_Task directions:_ In the material below, find the line containing "pinky tip: (795, 924)" and the line containing "ring pip: (810, 969)", then reproduce exactly both of them and every line between, and nothing else.

#### Given entries ####

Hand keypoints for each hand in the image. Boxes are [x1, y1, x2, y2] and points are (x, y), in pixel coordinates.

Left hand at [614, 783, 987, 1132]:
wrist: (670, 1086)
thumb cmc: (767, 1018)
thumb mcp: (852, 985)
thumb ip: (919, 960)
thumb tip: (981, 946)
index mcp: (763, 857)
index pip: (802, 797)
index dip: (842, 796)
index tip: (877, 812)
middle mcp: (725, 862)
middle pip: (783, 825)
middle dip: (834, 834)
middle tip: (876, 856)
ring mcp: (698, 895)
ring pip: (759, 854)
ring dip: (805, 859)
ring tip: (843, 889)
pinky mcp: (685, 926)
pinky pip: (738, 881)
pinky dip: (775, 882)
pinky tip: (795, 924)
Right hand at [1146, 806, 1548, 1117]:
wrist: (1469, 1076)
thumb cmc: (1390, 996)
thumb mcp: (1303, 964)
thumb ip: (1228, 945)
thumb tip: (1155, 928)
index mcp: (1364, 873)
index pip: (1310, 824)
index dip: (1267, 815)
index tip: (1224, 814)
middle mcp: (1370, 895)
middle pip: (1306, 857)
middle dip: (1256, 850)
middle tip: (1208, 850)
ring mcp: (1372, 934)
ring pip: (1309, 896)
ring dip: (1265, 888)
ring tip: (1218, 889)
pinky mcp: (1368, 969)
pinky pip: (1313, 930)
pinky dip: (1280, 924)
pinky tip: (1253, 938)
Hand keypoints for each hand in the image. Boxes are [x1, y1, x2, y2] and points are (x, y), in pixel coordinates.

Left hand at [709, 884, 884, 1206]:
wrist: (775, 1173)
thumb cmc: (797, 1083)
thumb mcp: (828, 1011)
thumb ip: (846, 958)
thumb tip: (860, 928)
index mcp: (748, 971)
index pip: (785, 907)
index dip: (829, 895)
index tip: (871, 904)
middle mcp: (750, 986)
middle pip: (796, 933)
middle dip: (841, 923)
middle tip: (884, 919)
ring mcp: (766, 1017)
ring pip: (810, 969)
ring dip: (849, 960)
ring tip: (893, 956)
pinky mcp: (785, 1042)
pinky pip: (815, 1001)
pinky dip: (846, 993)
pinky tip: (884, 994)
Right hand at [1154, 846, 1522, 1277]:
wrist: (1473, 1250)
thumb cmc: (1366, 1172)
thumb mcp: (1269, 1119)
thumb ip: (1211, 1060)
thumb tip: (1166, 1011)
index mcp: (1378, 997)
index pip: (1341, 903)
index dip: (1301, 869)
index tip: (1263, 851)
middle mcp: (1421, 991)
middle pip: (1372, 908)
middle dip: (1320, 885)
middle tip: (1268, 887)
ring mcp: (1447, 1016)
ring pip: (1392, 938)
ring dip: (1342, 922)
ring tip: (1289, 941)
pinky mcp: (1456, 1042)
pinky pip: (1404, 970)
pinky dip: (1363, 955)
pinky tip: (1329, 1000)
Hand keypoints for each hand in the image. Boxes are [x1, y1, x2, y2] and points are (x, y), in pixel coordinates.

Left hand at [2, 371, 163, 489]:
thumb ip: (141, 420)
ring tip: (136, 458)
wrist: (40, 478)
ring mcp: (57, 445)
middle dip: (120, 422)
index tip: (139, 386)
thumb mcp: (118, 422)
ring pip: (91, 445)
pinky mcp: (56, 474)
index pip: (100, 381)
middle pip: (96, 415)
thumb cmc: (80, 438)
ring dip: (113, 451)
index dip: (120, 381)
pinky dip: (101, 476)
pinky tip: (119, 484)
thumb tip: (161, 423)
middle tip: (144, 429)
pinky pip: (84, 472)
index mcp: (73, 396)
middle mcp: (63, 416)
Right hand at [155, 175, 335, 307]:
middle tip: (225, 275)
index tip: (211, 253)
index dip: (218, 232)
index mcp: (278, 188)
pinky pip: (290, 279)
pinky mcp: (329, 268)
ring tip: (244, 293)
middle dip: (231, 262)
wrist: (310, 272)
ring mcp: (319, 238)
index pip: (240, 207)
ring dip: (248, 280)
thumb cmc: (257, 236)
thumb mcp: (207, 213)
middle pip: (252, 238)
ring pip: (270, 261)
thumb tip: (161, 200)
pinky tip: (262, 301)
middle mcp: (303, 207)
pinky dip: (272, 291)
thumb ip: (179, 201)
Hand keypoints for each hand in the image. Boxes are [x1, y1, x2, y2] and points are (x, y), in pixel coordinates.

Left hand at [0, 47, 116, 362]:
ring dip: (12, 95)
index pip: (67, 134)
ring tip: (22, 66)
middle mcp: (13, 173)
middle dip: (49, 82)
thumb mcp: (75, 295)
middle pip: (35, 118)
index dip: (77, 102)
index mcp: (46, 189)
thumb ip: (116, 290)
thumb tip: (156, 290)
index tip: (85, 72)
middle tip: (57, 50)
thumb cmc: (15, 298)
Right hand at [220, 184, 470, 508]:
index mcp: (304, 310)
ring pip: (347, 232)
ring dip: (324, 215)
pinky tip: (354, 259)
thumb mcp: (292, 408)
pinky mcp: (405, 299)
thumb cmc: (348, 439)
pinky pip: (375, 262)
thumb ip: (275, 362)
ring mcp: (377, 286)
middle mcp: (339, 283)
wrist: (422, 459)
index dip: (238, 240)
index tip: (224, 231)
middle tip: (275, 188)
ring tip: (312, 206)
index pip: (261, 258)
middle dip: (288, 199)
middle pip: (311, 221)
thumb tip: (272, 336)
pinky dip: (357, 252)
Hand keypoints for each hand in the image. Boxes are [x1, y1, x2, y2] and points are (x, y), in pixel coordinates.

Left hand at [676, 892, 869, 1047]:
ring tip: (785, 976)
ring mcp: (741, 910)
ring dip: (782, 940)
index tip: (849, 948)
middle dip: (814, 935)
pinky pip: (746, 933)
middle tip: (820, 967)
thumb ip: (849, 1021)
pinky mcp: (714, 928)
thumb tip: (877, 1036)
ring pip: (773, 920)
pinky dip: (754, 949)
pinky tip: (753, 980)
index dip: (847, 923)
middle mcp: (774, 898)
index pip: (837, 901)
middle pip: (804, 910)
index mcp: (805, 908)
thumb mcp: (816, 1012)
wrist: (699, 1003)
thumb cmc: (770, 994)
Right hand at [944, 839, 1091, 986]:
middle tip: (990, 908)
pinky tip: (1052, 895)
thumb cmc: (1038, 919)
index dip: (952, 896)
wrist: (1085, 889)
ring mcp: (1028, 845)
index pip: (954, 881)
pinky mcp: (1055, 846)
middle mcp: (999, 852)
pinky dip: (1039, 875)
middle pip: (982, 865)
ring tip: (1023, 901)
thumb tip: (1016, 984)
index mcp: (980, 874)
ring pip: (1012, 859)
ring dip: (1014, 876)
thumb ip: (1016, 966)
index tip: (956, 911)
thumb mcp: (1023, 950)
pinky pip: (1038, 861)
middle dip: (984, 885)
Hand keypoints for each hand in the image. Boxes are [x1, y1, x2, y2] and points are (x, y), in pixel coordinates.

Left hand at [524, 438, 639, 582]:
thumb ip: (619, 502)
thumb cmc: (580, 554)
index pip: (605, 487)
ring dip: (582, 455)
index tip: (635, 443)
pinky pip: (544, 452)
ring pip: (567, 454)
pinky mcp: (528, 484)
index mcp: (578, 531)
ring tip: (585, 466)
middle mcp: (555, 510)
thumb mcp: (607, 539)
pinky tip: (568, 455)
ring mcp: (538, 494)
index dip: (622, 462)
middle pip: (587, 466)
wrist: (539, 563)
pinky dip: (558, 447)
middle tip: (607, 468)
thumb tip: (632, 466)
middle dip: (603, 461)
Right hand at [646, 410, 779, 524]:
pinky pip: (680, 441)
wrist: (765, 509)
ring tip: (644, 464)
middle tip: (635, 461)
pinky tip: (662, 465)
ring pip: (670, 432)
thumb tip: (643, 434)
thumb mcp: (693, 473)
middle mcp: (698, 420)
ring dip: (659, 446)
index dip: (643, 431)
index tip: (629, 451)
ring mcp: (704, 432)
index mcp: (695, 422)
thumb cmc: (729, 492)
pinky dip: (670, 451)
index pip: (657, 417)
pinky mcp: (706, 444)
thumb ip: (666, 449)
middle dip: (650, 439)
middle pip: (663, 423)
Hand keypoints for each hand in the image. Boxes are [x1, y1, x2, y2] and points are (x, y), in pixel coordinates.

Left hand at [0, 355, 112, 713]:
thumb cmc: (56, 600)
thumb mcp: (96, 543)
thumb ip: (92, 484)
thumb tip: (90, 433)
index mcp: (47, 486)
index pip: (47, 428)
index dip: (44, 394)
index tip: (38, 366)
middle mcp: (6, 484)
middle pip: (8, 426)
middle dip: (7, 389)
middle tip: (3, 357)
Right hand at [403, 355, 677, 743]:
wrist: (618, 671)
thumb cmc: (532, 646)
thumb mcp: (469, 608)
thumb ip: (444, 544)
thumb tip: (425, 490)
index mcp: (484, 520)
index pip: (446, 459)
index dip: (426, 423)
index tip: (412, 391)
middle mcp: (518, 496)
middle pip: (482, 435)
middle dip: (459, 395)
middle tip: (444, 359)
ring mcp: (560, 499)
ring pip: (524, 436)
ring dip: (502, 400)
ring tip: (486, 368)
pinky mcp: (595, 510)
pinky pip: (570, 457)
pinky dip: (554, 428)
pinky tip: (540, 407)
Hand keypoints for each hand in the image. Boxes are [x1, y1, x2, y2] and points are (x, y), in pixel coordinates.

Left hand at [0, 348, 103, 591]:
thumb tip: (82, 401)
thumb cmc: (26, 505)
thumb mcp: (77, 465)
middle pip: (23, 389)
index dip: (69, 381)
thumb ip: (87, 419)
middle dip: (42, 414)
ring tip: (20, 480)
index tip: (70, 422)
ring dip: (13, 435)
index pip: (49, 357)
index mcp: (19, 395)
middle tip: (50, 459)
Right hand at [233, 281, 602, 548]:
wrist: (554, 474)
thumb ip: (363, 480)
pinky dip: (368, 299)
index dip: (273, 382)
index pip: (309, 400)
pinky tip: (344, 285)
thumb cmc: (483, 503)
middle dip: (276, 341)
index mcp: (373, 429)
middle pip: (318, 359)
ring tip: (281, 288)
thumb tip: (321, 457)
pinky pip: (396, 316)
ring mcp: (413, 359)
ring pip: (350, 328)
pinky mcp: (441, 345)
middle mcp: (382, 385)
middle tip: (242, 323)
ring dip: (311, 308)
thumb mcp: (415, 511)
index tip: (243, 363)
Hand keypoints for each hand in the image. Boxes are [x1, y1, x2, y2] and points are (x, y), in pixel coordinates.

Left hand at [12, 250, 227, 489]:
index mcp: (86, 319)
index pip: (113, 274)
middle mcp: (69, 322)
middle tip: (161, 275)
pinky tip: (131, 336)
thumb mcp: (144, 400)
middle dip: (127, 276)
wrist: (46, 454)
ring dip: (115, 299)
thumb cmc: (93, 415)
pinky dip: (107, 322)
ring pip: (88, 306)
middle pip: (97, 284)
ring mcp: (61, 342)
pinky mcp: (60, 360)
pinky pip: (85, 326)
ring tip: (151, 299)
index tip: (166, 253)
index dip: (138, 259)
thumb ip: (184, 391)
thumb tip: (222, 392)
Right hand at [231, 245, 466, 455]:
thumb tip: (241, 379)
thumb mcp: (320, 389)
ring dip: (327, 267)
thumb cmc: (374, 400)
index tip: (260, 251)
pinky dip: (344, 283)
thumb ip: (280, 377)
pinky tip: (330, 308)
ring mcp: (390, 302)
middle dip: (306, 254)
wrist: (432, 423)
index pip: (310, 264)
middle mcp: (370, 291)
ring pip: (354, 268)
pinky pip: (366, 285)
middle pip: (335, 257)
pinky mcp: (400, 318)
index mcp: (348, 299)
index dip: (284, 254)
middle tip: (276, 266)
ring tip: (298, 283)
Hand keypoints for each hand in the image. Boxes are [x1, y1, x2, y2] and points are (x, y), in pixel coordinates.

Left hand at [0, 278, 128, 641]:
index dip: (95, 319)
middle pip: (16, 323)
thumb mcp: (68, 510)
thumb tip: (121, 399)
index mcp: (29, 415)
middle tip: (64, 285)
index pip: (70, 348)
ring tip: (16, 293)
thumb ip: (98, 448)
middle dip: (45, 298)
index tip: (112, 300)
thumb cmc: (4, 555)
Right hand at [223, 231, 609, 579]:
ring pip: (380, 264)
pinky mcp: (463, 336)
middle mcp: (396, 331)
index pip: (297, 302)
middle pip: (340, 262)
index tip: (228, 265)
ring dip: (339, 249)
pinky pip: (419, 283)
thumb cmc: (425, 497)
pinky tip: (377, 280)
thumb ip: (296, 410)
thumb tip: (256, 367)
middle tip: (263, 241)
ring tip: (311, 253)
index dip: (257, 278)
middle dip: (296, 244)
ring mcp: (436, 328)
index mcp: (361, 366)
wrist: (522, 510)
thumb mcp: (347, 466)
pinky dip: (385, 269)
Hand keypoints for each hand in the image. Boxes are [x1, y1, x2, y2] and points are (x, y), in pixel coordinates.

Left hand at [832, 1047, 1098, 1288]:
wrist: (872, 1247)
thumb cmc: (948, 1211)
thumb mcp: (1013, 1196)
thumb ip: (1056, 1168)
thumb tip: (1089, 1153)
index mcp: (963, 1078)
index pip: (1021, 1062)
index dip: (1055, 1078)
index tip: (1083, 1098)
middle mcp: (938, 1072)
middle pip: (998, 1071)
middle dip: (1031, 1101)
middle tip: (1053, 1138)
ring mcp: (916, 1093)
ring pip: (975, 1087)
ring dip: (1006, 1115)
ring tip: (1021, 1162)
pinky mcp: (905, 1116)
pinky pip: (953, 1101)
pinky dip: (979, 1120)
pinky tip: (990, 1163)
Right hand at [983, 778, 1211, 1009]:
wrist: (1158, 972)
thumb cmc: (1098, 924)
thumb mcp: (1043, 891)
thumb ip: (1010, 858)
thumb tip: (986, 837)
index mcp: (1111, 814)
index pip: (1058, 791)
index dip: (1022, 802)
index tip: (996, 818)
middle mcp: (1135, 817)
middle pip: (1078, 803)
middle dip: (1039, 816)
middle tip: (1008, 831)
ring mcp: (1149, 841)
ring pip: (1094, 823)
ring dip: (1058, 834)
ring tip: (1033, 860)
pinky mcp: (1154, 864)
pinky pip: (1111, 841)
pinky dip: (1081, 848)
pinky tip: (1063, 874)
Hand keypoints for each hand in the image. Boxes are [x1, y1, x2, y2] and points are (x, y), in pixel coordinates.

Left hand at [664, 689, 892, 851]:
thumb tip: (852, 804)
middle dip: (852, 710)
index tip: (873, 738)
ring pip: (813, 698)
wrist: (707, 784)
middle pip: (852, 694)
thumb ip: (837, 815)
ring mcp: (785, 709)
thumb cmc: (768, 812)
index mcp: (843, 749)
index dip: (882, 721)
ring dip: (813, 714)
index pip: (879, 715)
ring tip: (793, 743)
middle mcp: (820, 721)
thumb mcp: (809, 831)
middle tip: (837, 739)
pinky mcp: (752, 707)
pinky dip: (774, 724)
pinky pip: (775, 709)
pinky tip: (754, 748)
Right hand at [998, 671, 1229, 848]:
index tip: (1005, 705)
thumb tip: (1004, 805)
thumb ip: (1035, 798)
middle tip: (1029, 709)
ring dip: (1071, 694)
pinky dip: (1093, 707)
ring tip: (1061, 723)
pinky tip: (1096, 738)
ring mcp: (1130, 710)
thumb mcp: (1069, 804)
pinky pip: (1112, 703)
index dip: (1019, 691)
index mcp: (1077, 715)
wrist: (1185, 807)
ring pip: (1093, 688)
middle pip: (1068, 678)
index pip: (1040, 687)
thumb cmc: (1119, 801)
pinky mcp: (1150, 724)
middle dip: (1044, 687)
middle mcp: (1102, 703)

####

_Solution to this problem:_
pinky tip: (795, 924)
Right hand at [1146, 806, 1548, 1117]:
wrist: (1469, 1076)
thumb cmc: (1390, 996)
thumb mcp: (1303, 964)
thumb ip: (1228, 945)
thumb tip: (1155, 928)
index mcp: (1364, 873)
index pip: (1310, 824)
index dip: (1267, 815)
index tip: (1224, 814)
middle mcp: (1370, 895)
middle pip: (1306, 857)
middle dip: (1256, 850)
middle tip: (1208, 850)
ring mcp: (1372, 934)
ring pip: (1309, 896)
ring dip: (1265, 888)
ring tip: (1218, 889)
pinky mcp: (1368, 969)
pinky pip: (1313, 930)
pinky dip: (1280, 924)
pinky tip: (1253, 938)
Hand keypoints for each hand in the image. Boxes are [x1, y1, x2, y2] and points are (x, y), in pixel coordinates.

Left hand at [709, 884, 884, 1206]:
wrist: (775, 1173)
thumb cmc: (797, 1083)
thumb mcp: (828, 1011)
thumb ip: (846, 958)
thumb tip: (860, 928)
index mcp: (748, 971)
index pip: (785, 907)
index dip: (829, 895)
index tip: (871, 904)
middle mcp: (750, 986)
middle pip: (796, 933)
middle dip: (841, 923)
middle tip: (884, 919)
ring mcp: (766, 1017)
ring pip: (810, 969)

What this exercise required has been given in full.